EXTRACTED RECORDS:

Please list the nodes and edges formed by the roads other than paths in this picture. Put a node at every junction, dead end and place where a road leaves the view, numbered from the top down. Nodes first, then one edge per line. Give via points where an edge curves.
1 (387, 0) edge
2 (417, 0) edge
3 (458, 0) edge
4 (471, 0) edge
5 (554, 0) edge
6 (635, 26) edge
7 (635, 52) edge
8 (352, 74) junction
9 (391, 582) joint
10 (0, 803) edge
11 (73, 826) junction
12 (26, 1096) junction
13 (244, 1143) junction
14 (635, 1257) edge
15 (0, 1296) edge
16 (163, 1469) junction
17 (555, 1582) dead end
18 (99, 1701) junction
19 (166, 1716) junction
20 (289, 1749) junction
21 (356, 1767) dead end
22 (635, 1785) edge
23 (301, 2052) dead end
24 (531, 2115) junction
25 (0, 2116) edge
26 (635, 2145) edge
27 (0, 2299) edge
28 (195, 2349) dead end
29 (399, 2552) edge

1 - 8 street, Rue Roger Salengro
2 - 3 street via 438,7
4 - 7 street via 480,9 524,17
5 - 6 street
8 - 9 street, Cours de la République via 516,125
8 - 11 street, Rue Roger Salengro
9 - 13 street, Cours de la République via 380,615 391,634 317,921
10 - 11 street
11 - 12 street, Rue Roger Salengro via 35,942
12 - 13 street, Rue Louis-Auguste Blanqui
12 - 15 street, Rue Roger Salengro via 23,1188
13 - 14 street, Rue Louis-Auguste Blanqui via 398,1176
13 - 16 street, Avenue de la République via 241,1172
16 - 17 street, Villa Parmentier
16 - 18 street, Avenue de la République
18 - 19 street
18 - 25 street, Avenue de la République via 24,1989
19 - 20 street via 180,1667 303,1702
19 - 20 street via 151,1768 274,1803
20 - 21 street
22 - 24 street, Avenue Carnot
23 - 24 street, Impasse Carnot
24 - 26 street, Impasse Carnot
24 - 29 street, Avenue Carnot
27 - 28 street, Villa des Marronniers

WHAT THE TASK REQUIRES: Set down every record above, word for word.

SOLUTION:
Please list the nodes and edges formed by the roads other than paths in this picture. Put a node at every junction, dead end and place where a road leaves the view, numbered from the top down. Nodes first, then one edge per line. Give via points where an edge curves.
1 (387, 0) edge
2 (417, 0) edge
3 (458, 0) edge
4 (471, 0) edge
5 (554, 0) edge
6 (635, 26) edge
7 (635, 52) edge
8 (352, 74) junction
9 (391, 582) joint
10 (0, 803) edge
11 (73, 826) junction
12 (26, 1096) junction
13 (244, 1143) junction
14 (635, 1257) edge
15 (0, 1296) edge
16 (163, 1469) junction
17 (555, 1582) dead end
18 (99, 1701) junction
19 (166, 1716) junction
20 (289, 1749) junction
21 (356, 1767) dead end
22 (635, 1785) edge
23 (301, 2052) dead end
24 (531, 2115) junction
25 (0, 2116) edge
26 (635, 2145) edge
27 (0, 2299) edge
28 (195, 2349) dead end
29 (399, 2552) edge

1 - 8 street, Rue Roger Salengro
2 - 3 street via 438,7
4 - 7 street via 480,9 524,17
5 - 6 street
8 - 9 street, Cours de la République via 516,125
8 - 11 street, Rue Roger Salengro
9 - 13 street, Cours de la République via 380,615 391,634 317,921
10 - 11 street
11 - 12 street, Rue Roger Salengro via 35,942
12 - 13 street, Rue Louis-Auguste Blanqui
12 - 15 street, Rue Roger Salengro via 23,1188
13 - 14 street, Rue Louis-Auguste Blanqui via 398,1176
13 - 16 street, Avenue de la République via 241,1172
16 - 17 street, Villa Parmentier
16 - 18 street, Avenue de la République
18 - 19 street
18 - 25 street, Avenue de la République via 24,1989
19 - 20 street via 180,1667 303,1702
19 - 20 street via 151,1768 274,1803
20 - 21 street
22 - 24 street, Avenue Carnot
23 - 24 street, Impasse Carnot
24 - 26 street, Impasse Carnot
24 - 29 street, Avenue Carnot
27 - 28 street, Villa des Marronniers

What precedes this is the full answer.